Effects of cholinergic mechanisms on glucagon and epinephrine responses to insulin-induced hypoglycemia were examined in diabetic and age-matched control male rats. Atropine did not affect plasma glucose levels or plasma glucagon concentrations, in the basal state, in normal or short-term diabetic rats (10 to 15 days following streptozotocin injection). However, atropine blocked the glucagon response to insulin hypoglycemia in both normal and short-term diabetic rats. Subcutaneous injection of carbachol also failed to alter basal plasma glucose, glucagon, or epinephrine values in both normal and diabetic rats.

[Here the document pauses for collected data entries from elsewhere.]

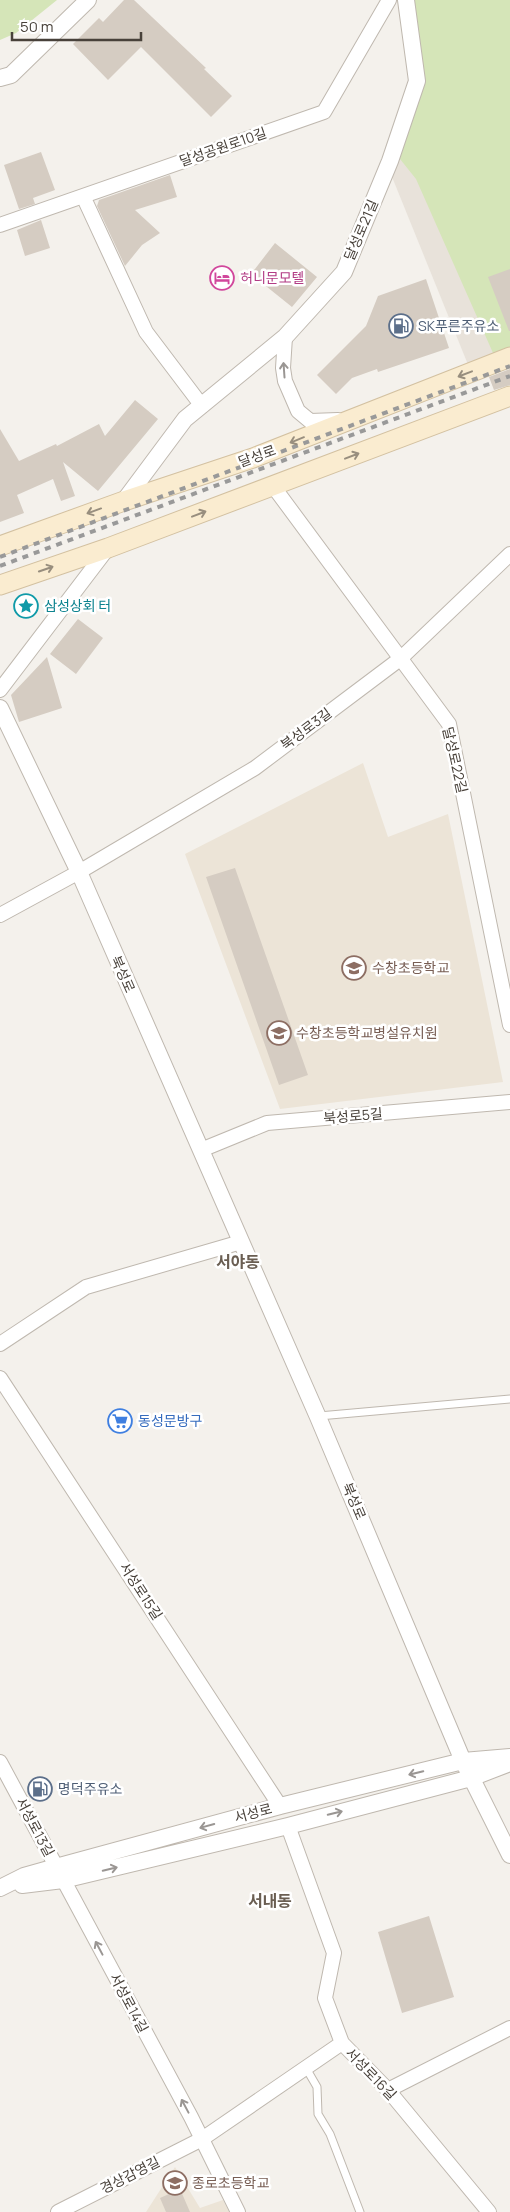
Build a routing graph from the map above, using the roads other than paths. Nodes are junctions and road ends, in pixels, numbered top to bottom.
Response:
1 (88, 0) edge
2 (389, 0) edge
3 (406, 0) edge
4 (0, 78) edge
5 (83, 196) junction
6 (0, 225) edge
7 (285, 337) junction
8 (510, 356) edge
9 (510, 396) edge
10 (202, 406) junction
11 (352, 419) junction
12 (273, 486) junction
13 (124, 501) junction
14 (0, 546) edge
15 (108, 548) junction
16 (510, 554) edge
17 (0, 585) edge
18 (400, 659) junction
19 (0, 690) edge
20 (0, 708) edge
21 (78, 872) junction
22 (0, 915) edge
23 (510, 1025) edge
24 (510, 1102) edge
25 (201, 1150) junction
26 (241, 1242) junction
27 (0, 1344) edge
28 (0, 1378) edge
29 (510, 1398) edge
30 (318, 1416) junction
31 (510, 1757) edge
32 (463, 1761) junction
33 (0, 1762) edge
34 (510, 1763) edge
35 (471, 1778) junction
36 (280, 1806) junction
37 (288, 1826) junction
38 (510, 1855) edge
39 (59, 1873) junction
40 (1, 1888) edge
41 (510, 2028) edge
42 (342, 2043) junction
43 (306, 2068) junction
44 (388, 2090) junction
45 (202, 2139) junction
46 (58, 2212) edge
47 (238, 2212) edge
48 (360, 2212) edge
49 (489, 2212) edge

1 - 4 street
2 - 5 street, 달성공원로10길
3 - 7 street, 달성로21길
5 - 6 street, 달성공원로10길
5 - 10 street
7 - 10 street, 달성로21길
11 -> 7 street
8 -> 11 main road, 달성로
12 -> 9 main road
10 - 13 street, 달성로21길
11 -> 13 main road, 달성로
15 -> 12 main road
12 - 18 street, 달성로22길
13 -> 14 main road, 달성로
17 -> 15 main road
15 - 19 street
16 - 18 street, 북성로3길
18 - 21 street, 북성로3길
18 - 23 street, 달성로22길
20 - 21 street, 북성로
21 - 22 street, 북성로3길
21 - 25 street, 북성로
24 - 25 street, 북성로5길
25 - 26 street, 북성로
26 - 27 street
26 - 30 street, 북성로
28 - 36 street, 서성로15길
29 - 30 lane
30 - 32 street, 북성로
31 - 32 street, 서성로
32 - 35 street, 북성로
32 -> 36 street, 서성로
33 - 39 street, 서성로13길
34 - 35 street, 서성로
37 -> 35 street, 서성로
35 - 38 street
36 -> 39 street, 서성로
39 -> 37 street, 서성로
37 - 42 street, 서성로16길
39 - 40 street, 서성로
45 -> 39 street, 서성로14길
41 - 44 street
42 - 43 street
42 - 44 street, 서성로16길
43 - 45 street
43 - 48 lane
44 - 49 street, 서성로16길
45 - 46 street, 경상감영길
45 - 47 street, 서성로14길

The lack of glucagon and epinephrine responses to insulin hypoglycemia in long-term diabetic rats (80 to 100 days after streptozotocin injection) was reversed with a single dose of carbachol. Carbachol exaggerated the glucagon response to insulin hypoglycemia in normal and short-term diabetic rats. These results demonstrate that the parasympathetic nervus system plays an important role in the glucagon release in response to insulin hypoglycemia in rats. The lack of glucagon response to insulin hypoglycemia observed in long-term diabetic rats could be due to deteriorated parasympathetic nervous system and also could be corrected with carbachol.